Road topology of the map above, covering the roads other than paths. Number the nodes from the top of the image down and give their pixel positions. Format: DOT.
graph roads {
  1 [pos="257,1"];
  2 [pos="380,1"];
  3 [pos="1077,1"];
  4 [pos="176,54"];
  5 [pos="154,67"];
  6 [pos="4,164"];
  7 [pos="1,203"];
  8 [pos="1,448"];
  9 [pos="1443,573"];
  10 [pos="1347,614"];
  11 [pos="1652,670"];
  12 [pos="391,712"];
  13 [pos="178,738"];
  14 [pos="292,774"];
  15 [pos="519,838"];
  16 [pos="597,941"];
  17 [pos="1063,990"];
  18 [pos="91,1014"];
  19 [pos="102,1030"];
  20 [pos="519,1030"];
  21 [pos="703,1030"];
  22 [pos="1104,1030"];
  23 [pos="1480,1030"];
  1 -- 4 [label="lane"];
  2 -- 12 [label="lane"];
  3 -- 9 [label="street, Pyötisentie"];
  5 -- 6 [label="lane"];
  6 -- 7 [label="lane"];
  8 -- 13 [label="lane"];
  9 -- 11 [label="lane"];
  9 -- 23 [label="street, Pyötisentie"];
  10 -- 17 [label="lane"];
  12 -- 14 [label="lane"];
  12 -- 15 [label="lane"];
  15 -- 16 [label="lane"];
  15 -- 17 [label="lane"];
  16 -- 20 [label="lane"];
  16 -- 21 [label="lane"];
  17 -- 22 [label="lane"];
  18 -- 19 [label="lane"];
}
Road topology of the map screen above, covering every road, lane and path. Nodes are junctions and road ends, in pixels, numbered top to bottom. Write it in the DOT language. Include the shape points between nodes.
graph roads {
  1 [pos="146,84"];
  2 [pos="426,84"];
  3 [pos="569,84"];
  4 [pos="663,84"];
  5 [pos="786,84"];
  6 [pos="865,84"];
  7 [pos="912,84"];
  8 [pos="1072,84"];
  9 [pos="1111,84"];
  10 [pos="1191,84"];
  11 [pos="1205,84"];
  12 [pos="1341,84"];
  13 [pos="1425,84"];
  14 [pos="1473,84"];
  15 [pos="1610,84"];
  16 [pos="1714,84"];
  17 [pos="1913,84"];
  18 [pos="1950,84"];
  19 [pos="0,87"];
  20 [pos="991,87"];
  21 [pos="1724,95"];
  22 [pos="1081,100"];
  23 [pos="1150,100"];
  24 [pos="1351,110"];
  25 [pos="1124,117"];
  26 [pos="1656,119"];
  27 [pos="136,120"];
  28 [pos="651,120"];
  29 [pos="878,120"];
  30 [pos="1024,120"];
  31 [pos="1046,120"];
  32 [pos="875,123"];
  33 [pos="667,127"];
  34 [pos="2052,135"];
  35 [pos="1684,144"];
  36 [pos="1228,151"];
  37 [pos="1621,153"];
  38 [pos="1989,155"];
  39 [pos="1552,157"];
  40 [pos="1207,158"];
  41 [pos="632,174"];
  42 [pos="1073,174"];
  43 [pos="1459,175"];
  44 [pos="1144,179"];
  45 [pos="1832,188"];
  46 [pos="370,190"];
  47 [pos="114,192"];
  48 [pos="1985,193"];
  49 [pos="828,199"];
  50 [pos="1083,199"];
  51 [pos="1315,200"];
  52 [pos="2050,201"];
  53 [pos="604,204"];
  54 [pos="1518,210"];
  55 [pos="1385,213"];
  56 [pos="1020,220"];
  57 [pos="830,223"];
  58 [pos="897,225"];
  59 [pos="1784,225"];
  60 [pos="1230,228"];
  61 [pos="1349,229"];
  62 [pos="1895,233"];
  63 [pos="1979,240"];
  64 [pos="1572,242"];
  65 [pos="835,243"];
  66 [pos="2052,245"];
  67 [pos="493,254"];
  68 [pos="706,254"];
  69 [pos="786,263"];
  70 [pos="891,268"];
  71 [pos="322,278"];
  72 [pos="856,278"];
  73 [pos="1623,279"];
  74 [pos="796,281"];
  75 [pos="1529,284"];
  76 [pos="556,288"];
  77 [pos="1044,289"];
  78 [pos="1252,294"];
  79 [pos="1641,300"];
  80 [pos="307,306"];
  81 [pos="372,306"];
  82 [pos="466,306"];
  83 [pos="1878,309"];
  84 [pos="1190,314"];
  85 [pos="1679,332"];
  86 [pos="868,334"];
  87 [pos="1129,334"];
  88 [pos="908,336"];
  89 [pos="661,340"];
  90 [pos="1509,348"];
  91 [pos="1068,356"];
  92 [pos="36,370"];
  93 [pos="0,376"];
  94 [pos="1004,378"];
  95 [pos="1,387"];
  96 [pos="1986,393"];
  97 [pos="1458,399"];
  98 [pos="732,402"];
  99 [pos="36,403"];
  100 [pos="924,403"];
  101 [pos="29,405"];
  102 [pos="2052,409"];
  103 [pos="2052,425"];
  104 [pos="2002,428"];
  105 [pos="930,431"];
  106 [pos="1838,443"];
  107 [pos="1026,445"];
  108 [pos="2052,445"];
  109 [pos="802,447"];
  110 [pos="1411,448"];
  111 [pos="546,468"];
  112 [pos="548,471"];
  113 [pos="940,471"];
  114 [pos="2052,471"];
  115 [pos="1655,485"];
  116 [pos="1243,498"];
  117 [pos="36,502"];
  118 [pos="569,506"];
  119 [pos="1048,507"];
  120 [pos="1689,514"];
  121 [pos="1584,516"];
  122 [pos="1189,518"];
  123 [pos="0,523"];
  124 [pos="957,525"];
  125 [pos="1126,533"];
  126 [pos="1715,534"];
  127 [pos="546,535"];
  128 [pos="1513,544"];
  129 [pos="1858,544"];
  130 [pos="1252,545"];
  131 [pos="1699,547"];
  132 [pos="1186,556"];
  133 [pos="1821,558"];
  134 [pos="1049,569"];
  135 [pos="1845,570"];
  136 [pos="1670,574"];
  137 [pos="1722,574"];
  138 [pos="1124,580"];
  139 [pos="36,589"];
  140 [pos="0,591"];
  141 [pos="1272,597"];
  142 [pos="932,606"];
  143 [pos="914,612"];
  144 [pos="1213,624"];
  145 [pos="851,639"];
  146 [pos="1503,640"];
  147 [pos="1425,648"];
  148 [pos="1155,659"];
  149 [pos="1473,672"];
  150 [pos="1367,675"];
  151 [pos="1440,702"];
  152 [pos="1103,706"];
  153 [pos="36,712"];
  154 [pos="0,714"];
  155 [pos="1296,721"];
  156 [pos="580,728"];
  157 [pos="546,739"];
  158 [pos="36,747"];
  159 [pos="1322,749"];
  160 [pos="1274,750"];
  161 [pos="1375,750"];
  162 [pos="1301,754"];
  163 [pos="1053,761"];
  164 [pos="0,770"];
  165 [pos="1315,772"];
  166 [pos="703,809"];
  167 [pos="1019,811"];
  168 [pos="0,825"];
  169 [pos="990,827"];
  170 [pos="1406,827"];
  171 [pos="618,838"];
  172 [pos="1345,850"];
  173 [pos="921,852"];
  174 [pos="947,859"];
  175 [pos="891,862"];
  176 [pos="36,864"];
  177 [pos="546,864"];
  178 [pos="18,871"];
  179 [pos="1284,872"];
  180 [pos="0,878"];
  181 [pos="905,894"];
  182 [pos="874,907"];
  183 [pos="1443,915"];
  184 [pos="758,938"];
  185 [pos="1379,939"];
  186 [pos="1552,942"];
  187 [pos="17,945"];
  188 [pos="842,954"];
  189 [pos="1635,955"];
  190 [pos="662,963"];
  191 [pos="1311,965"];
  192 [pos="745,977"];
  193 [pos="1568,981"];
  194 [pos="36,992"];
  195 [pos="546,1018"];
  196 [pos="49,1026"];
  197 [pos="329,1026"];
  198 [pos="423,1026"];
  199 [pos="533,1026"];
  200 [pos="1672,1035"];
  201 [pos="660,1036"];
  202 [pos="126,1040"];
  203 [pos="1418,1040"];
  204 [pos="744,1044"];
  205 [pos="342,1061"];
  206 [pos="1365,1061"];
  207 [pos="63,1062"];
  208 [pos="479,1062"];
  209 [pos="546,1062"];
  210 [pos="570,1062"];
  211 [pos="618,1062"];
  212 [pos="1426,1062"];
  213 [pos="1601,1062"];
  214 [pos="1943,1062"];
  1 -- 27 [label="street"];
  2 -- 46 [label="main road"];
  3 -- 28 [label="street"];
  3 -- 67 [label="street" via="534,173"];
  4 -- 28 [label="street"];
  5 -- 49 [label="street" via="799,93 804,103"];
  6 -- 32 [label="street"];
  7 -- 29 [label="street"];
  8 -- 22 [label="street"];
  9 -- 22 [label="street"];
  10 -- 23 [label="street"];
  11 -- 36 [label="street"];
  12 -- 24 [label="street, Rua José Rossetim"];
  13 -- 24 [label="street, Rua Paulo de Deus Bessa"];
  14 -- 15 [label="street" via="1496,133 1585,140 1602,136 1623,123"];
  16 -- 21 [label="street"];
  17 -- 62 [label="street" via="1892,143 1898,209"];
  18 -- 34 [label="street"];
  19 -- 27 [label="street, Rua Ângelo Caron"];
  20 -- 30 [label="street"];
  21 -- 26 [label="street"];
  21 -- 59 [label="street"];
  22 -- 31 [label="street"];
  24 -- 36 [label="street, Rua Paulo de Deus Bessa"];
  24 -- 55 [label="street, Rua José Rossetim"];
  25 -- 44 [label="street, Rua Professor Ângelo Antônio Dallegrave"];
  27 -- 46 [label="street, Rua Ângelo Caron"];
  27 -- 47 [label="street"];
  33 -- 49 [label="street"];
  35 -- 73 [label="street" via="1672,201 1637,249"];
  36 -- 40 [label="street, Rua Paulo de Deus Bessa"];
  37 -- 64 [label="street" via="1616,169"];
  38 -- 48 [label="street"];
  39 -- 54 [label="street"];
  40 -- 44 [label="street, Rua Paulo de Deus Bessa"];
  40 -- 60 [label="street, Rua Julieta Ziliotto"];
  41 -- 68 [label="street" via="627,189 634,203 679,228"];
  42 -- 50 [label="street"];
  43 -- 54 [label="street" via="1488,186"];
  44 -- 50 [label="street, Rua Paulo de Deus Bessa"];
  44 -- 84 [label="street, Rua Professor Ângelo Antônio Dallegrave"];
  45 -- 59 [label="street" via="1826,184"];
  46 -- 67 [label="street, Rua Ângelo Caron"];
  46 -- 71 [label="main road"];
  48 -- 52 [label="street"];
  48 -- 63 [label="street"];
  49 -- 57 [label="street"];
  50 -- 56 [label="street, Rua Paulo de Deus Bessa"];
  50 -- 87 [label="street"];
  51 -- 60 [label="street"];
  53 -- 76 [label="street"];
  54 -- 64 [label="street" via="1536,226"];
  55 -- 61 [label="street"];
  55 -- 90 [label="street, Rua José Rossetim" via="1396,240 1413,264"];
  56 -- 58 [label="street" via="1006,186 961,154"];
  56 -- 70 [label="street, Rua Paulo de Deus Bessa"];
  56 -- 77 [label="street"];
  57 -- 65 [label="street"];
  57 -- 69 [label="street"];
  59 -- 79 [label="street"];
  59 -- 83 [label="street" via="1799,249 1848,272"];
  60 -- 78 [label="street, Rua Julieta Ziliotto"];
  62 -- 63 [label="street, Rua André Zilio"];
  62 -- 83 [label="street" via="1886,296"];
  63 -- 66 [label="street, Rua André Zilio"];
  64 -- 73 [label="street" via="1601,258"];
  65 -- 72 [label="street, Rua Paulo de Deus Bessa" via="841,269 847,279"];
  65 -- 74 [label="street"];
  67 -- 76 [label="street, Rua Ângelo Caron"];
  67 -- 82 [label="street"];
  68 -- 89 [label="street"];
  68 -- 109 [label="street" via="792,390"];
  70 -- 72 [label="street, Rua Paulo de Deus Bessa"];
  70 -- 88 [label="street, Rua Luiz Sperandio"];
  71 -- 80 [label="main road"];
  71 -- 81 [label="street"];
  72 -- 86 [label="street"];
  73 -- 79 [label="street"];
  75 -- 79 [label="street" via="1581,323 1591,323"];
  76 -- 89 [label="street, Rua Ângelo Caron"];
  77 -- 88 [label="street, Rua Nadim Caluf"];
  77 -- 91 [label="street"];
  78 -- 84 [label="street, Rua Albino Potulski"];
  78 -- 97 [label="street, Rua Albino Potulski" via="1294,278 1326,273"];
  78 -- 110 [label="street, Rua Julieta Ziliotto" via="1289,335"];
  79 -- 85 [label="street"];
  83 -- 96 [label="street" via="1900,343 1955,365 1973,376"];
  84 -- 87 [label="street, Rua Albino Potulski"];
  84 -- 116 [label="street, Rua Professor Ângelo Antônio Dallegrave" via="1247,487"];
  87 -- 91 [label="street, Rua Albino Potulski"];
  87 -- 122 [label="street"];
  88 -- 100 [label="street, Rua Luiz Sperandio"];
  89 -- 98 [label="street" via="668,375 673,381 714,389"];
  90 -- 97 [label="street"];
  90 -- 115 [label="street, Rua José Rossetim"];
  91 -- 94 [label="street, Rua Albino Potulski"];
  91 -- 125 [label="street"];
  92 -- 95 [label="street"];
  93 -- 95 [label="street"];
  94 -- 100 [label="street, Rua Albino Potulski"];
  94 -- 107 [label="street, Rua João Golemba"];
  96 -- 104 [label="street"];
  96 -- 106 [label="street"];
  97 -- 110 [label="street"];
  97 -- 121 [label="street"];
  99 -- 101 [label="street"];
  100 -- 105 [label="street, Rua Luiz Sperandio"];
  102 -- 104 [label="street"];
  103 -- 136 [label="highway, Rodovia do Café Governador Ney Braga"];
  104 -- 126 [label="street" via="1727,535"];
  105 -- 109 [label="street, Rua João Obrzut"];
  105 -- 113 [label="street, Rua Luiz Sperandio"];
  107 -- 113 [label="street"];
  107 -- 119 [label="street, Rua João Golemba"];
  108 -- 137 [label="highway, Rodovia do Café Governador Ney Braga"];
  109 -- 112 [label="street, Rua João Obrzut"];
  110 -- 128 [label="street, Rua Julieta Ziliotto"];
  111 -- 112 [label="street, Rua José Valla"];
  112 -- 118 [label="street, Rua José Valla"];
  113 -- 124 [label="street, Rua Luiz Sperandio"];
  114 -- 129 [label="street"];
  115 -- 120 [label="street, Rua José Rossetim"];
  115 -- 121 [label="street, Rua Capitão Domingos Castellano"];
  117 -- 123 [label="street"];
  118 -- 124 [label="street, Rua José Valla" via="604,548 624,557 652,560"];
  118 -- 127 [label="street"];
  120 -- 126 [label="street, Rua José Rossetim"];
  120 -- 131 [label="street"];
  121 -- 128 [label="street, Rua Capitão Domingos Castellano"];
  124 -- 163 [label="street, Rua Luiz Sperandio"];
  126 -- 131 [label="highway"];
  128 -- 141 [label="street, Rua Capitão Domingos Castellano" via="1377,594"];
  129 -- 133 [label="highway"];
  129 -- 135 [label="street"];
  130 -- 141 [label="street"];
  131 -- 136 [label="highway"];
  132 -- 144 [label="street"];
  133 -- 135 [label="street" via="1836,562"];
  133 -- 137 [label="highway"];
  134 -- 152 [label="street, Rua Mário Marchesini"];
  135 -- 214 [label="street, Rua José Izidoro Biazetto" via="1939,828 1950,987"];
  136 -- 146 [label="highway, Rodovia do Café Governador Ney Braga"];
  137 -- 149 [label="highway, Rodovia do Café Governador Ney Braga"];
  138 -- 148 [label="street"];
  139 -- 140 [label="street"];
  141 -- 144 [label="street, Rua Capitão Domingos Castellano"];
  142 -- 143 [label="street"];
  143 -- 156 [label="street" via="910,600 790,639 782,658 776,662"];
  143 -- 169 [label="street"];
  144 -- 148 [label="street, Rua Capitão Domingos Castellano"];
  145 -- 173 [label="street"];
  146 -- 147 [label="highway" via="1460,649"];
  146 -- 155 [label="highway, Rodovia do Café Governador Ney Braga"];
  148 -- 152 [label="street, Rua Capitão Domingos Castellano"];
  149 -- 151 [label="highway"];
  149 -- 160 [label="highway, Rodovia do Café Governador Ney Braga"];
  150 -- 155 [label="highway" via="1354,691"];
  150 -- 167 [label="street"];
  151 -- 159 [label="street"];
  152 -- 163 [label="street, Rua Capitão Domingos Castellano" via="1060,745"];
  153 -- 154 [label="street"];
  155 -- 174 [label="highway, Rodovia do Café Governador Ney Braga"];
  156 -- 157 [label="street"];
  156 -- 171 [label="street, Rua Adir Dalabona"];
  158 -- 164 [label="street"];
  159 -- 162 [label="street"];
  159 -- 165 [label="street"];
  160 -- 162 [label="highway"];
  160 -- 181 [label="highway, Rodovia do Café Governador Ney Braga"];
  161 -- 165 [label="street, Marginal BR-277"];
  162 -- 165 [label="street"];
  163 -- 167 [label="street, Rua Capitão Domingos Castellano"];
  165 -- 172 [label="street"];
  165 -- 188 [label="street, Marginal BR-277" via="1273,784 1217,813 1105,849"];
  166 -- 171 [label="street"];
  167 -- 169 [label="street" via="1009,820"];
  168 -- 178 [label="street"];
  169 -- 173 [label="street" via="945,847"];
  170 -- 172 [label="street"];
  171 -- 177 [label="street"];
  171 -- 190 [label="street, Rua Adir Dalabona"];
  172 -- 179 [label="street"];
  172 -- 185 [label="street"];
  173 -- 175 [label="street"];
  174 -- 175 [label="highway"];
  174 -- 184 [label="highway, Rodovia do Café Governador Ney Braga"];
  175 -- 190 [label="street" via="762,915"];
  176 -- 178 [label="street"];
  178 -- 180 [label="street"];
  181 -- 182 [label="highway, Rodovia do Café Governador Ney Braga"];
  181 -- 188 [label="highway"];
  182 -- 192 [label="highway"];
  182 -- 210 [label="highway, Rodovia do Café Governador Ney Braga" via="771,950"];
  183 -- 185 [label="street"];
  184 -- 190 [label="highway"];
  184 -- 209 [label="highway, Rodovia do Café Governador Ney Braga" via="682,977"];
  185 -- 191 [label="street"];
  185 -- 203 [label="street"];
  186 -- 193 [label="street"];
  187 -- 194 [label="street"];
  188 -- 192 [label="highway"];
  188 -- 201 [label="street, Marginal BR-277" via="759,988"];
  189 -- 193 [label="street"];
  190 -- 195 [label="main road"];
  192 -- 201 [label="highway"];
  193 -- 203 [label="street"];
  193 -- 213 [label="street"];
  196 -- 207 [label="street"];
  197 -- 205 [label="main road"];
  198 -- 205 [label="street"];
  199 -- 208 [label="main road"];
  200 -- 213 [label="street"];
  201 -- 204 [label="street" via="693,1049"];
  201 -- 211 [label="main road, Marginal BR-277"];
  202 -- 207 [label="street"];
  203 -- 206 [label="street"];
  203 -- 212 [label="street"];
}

- - -

-- What you should do --
All lines with the word "Capitão" are needed; pull them from the entries and copy each.

-- Output of the exercise --
  115 -- 121 [label="street, Rua Capitão Domingos Castellano"];
  121 -- 128 [label="street, Rua Capitão Domingos Castellano"];
  128 -- 141 [label="street, Rua Capitão Domingos Castellano" via="1377,594"];
  141 -- 144 [label="street, Rua Capitão Domingos Castellano"];
  144 -- 148 [label="street, Rua Capitão Domingos Castellano"];
  148 -- 152 [label="street, Rua Capitão Domingos Castellano"];
  152 -- 163 [label="street, Rua Capitão Domingos Castellano" via="1060,745"];
  163 -- 167 [label="street, Rua Capitão Domingos Castellano"];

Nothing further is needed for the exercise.